I'd like to authenticate my users without storing their password, even in a derived form with scrypt/pbkdf or other derivation methods.
I'm exploring the idea of encrypting a random payload with AES GCM, and storing it alongside its IV and tag. Then, authentication would simply be a matter of decrypting that payload with the provided password. I'm counting on the fact that the GCM algorithm will fail to decrypt/authenticate the data if the password is wrong.
When creating a new user, I would generate a key based on the provided password, a random IV and a random payload.
# Password is provided by the user
password := get_password_from_user()
iv := generate_random_iv()
payload := generate_random_payload()
encrypted_payload, tag = encrypt('aes-256-gcm', password, iv, payload)
store_authentication_info(iv, tag, encrypted_payload)
The authentication process would simply decrypt the payload, checking the tag.

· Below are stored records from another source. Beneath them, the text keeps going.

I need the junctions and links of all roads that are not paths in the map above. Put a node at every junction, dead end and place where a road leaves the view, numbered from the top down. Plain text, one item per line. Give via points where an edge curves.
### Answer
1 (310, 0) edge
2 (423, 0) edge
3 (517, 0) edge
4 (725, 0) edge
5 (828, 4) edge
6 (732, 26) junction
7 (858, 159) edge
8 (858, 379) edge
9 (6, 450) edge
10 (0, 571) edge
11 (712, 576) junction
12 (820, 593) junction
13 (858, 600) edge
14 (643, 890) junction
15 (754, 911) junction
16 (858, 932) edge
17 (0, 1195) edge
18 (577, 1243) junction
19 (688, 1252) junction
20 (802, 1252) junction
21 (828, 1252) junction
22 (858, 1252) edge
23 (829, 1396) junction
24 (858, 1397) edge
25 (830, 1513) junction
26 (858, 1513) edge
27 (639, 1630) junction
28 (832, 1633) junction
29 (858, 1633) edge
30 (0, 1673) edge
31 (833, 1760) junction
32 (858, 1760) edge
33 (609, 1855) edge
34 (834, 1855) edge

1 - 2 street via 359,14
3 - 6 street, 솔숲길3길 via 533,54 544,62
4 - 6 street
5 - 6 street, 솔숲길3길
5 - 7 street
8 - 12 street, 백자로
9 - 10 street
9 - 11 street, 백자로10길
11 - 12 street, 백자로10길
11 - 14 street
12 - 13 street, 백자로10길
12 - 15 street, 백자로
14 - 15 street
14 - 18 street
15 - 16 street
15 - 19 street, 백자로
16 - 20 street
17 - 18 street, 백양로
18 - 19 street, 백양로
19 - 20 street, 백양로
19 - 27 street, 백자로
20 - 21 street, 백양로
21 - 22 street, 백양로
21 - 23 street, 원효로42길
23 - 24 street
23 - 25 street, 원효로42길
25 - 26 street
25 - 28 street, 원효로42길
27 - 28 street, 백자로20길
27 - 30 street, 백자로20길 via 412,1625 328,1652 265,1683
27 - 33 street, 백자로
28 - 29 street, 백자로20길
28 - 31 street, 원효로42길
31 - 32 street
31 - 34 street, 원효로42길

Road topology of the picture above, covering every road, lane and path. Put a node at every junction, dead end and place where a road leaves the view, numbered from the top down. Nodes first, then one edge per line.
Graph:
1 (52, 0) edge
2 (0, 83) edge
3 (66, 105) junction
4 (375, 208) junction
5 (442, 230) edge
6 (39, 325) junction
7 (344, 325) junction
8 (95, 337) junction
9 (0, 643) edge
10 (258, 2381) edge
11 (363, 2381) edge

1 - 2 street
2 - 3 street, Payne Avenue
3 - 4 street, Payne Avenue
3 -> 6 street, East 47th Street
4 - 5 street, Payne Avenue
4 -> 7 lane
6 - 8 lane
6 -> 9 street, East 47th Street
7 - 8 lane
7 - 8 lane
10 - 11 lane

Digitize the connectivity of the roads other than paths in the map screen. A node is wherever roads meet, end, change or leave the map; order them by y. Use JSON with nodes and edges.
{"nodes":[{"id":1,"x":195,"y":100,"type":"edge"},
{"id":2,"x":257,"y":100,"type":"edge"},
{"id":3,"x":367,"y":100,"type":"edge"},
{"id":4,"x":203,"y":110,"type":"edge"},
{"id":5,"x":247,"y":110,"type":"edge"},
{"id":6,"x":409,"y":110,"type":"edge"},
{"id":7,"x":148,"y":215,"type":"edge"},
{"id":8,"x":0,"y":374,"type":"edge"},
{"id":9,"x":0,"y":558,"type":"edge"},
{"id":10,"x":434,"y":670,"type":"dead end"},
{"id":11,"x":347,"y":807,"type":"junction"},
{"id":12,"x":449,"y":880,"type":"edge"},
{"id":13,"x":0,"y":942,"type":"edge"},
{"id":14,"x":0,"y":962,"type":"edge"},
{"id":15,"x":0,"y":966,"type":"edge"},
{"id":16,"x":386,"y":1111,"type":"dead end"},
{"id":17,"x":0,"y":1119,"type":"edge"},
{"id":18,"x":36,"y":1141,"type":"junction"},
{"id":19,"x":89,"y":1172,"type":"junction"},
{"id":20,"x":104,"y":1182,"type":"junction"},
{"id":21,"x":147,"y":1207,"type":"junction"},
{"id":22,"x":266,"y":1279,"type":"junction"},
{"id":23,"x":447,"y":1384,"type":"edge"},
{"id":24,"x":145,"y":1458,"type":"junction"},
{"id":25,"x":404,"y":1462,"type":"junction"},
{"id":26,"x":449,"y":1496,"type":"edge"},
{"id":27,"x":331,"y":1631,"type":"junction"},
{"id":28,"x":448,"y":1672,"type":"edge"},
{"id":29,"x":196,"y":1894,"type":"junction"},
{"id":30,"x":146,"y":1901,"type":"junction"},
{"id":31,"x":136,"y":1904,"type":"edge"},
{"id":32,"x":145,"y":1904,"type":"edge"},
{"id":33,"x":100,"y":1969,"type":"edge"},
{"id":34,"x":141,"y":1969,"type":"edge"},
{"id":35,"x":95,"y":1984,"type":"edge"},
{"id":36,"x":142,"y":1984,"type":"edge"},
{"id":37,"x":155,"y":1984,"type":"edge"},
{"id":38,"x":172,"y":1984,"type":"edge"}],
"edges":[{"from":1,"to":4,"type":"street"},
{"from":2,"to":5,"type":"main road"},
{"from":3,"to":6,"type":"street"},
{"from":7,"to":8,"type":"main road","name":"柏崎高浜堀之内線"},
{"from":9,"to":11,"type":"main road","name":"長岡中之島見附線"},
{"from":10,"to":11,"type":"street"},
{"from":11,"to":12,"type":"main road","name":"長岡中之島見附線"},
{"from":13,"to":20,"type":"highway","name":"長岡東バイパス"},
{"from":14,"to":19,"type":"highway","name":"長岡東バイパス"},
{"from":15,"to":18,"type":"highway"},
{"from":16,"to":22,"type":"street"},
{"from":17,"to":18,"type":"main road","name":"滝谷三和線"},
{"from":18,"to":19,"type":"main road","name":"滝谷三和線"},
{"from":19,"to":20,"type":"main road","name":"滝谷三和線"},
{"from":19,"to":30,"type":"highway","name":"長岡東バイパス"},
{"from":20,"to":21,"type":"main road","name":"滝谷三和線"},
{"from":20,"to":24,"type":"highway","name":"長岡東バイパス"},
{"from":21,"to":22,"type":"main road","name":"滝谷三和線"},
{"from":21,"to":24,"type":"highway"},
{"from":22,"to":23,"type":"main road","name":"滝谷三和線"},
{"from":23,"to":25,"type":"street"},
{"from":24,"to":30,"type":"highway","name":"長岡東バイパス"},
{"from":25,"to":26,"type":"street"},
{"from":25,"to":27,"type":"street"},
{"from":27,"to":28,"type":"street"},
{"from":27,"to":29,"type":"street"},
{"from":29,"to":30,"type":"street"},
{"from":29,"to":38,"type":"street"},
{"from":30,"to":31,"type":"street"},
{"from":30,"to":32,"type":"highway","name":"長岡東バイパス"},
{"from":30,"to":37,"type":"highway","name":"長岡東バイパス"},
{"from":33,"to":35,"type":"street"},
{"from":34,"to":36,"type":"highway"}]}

# Password is provided by the user
password := get_password_from_user()
# IV,
iv := get_iv_from_storage()
tag := get_tag_from_storage()
encrypted_payload = get_payload_from_storage()
decrypt('aes-256-gcm', password, iv, tag, encrypted_payload)
I'm using PHP in this case, and the openssl_decrypt function returns false
if the decryption didn't work.
Is that a sound authentication method? Can I assume that being able to decrypt the payload successfully validates that the user knows the right password?
Well it sounds obvious now that I'm writing it, but anyway, it's written so I might as well publish the question.
Can I use aes-gcm to authenticate my user? Am I missing anything important? Is there any obvious security issues to this approach?